→ **Task**
The answer must be every line below that contains the string "highway".

(Saved entries)
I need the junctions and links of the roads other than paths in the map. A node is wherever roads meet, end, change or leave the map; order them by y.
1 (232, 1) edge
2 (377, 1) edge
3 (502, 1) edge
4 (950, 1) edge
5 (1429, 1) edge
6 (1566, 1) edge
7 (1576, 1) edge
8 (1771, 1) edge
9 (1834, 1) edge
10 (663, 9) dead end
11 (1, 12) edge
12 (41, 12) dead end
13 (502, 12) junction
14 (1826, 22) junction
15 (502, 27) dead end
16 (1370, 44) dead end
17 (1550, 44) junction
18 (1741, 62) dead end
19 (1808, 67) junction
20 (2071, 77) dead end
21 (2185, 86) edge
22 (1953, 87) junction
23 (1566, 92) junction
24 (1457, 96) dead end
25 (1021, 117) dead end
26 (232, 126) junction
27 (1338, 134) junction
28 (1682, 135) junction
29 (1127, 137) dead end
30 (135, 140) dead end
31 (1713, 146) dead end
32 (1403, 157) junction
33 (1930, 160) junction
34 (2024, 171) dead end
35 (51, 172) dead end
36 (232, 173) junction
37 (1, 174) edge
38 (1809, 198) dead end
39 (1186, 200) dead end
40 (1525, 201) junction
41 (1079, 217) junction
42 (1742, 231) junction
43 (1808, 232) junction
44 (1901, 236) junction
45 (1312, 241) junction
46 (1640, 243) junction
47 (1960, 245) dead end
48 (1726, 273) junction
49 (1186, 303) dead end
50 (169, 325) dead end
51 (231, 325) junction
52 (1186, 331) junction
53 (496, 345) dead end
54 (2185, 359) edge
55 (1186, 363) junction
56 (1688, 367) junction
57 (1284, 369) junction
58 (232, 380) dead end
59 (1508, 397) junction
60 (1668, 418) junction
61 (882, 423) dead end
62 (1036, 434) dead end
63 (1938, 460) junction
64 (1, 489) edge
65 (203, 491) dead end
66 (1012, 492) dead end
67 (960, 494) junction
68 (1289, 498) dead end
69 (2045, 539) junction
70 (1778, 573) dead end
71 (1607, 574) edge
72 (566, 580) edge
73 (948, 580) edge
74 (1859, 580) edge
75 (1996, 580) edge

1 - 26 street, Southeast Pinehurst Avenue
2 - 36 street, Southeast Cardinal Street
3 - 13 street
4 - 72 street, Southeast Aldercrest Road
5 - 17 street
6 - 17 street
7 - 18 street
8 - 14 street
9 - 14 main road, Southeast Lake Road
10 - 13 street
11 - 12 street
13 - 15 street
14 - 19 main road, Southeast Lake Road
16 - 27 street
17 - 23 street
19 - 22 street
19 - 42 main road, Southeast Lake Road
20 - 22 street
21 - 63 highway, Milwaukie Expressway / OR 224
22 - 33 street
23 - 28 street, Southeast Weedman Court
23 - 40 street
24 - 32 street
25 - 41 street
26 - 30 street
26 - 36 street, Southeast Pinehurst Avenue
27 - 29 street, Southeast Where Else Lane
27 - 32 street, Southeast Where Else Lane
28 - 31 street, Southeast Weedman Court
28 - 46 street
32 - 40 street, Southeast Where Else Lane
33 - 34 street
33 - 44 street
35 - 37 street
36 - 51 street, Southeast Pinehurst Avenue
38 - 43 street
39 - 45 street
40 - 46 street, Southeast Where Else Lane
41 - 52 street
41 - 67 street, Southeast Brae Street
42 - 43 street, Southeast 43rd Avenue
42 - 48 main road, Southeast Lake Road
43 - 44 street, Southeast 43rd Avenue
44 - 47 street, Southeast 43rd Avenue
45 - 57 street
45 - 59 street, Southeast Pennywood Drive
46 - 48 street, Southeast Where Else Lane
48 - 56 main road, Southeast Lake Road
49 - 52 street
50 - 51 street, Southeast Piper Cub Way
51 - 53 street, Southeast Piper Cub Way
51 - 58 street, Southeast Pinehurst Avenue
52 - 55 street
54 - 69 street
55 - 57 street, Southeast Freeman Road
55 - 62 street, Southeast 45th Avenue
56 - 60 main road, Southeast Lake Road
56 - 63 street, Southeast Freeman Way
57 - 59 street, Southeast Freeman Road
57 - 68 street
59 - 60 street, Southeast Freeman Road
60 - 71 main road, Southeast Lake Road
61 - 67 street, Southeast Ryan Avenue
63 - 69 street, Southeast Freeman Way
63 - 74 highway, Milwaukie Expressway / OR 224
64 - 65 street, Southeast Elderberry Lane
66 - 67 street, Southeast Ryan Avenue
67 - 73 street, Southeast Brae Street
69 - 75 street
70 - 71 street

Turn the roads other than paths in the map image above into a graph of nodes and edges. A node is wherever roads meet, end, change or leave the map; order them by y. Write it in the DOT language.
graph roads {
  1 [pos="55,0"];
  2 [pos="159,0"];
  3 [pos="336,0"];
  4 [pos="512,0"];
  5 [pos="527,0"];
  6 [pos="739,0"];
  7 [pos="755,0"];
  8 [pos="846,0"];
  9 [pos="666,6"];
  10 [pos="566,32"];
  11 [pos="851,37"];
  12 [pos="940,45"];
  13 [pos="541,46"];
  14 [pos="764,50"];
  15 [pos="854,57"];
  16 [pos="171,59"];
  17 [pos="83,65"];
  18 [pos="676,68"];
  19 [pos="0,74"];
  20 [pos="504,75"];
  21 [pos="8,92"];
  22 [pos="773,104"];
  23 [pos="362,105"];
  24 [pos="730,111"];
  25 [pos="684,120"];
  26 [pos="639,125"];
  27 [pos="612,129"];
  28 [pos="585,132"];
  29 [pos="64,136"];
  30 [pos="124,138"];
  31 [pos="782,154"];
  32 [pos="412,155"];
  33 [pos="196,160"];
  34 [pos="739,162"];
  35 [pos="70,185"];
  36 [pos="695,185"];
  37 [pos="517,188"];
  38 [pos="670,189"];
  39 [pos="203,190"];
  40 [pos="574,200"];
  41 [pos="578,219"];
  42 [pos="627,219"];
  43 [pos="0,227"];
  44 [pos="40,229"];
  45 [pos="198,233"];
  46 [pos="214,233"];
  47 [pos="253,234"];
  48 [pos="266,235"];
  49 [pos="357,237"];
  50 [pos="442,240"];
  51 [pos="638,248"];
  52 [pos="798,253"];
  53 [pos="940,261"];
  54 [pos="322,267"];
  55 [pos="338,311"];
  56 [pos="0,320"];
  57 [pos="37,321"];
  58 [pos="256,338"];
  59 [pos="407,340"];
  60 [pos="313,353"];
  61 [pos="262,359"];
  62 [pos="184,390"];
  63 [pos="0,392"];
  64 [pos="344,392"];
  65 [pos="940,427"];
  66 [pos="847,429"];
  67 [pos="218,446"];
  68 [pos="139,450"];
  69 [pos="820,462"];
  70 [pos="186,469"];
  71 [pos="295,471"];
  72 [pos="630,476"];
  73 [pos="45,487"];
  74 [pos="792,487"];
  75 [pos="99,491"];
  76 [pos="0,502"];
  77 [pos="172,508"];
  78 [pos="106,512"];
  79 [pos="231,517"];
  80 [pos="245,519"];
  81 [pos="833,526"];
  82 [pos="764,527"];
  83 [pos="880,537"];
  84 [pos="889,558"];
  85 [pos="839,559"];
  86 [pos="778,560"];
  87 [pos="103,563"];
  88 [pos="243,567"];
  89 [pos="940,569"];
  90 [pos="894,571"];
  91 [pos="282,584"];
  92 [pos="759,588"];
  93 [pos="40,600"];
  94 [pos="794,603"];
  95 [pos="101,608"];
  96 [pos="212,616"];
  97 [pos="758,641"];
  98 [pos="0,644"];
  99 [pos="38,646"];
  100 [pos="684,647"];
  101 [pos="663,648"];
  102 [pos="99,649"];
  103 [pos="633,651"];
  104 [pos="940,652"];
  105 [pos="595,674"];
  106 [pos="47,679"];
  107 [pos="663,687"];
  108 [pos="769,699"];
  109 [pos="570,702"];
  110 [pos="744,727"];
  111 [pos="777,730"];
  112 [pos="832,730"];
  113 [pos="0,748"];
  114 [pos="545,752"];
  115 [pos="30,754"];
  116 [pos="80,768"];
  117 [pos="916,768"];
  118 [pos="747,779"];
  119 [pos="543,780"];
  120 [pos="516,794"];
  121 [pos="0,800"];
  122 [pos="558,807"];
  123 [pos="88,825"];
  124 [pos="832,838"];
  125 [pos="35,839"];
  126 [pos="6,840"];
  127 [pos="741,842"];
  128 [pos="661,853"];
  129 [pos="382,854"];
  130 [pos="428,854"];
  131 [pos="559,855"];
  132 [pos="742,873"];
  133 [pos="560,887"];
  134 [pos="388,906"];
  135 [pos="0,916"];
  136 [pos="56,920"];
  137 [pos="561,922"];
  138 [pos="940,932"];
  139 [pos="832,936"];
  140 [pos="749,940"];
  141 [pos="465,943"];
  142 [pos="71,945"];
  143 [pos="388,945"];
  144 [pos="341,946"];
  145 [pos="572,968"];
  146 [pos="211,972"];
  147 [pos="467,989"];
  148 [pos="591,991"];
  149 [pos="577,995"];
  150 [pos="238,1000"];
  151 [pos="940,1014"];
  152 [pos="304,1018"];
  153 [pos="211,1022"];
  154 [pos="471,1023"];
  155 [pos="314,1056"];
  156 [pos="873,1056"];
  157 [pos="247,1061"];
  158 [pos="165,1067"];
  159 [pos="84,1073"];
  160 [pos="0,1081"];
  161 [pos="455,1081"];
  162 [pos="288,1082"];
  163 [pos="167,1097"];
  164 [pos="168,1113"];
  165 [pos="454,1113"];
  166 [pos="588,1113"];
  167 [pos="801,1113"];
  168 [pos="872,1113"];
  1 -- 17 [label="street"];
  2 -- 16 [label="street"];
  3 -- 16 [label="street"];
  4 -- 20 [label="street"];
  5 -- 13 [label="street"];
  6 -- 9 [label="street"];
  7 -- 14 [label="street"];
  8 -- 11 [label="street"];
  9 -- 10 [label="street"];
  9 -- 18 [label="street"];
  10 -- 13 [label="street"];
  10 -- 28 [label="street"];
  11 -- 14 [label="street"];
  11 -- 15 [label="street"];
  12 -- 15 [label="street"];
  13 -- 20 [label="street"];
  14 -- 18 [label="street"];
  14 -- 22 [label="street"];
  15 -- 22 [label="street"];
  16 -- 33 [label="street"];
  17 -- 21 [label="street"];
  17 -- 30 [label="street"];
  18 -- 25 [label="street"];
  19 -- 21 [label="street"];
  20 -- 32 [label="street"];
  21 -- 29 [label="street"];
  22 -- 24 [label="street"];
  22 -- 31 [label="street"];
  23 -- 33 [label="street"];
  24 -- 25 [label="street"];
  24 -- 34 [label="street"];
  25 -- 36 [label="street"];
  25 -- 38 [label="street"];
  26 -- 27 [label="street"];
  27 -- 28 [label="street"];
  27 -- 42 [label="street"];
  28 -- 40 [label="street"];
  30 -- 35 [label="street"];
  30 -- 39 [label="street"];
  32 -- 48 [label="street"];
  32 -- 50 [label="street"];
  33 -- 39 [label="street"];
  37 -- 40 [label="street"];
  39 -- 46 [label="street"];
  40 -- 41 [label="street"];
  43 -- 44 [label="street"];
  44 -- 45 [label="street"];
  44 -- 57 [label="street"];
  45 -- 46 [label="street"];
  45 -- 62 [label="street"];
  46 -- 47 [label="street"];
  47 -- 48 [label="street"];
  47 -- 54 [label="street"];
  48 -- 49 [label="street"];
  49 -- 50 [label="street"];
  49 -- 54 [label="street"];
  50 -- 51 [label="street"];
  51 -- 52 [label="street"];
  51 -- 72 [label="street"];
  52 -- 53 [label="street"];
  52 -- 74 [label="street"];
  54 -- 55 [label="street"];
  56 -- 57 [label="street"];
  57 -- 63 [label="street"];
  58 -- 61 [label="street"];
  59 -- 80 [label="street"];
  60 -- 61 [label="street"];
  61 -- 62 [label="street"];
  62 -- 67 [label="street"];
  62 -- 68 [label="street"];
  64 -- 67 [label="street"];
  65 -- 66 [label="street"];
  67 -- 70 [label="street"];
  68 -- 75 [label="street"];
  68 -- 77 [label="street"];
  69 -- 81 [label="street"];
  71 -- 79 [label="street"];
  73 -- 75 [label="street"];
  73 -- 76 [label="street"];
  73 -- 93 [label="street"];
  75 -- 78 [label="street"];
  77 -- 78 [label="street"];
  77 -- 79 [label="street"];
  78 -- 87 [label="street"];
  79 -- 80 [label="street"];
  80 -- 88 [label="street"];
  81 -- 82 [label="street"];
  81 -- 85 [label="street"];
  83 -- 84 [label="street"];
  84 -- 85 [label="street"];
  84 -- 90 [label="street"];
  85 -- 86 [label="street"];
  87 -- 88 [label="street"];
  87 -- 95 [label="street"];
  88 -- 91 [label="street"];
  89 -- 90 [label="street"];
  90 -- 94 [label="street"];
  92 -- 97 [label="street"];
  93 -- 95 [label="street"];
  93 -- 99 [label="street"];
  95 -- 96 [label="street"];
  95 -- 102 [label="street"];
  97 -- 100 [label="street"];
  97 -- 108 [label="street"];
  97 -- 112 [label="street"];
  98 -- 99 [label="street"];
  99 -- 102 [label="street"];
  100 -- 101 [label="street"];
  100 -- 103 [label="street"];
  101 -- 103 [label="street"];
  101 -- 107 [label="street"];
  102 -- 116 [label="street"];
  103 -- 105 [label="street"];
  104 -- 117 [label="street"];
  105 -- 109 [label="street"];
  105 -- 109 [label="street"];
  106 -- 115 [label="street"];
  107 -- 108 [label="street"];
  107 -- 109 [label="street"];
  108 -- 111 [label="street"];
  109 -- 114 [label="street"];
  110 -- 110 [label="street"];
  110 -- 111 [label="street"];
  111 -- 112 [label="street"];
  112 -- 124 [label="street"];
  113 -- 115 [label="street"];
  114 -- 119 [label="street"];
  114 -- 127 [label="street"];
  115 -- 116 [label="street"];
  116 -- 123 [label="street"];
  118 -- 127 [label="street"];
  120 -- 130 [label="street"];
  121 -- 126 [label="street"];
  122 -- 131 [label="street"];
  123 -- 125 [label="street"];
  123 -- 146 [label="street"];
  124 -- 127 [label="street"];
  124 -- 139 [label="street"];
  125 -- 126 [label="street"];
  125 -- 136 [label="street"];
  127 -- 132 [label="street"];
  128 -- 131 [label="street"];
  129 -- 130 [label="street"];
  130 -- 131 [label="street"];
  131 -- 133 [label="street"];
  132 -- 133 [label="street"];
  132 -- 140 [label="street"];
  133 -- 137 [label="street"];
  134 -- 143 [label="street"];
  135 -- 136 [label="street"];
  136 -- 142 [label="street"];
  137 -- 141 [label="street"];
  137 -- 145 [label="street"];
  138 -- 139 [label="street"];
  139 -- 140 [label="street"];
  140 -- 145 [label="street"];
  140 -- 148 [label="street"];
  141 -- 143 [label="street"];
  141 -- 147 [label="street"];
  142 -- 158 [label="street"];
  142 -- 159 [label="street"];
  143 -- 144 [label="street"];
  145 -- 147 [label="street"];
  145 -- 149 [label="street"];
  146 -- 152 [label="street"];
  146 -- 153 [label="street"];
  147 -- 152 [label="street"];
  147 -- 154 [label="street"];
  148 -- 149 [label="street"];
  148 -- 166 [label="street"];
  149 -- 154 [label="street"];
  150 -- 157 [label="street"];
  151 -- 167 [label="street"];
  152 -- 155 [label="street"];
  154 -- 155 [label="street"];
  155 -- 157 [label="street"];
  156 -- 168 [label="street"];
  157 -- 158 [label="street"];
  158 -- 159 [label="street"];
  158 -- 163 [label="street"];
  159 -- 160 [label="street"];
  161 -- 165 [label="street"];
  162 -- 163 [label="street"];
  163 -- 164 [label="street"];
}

→ **Task solution**
21 - 63 highway, Milwaukie Expressway / OR 224
63 - 74 highway, Milwaukie Expressway / OR 224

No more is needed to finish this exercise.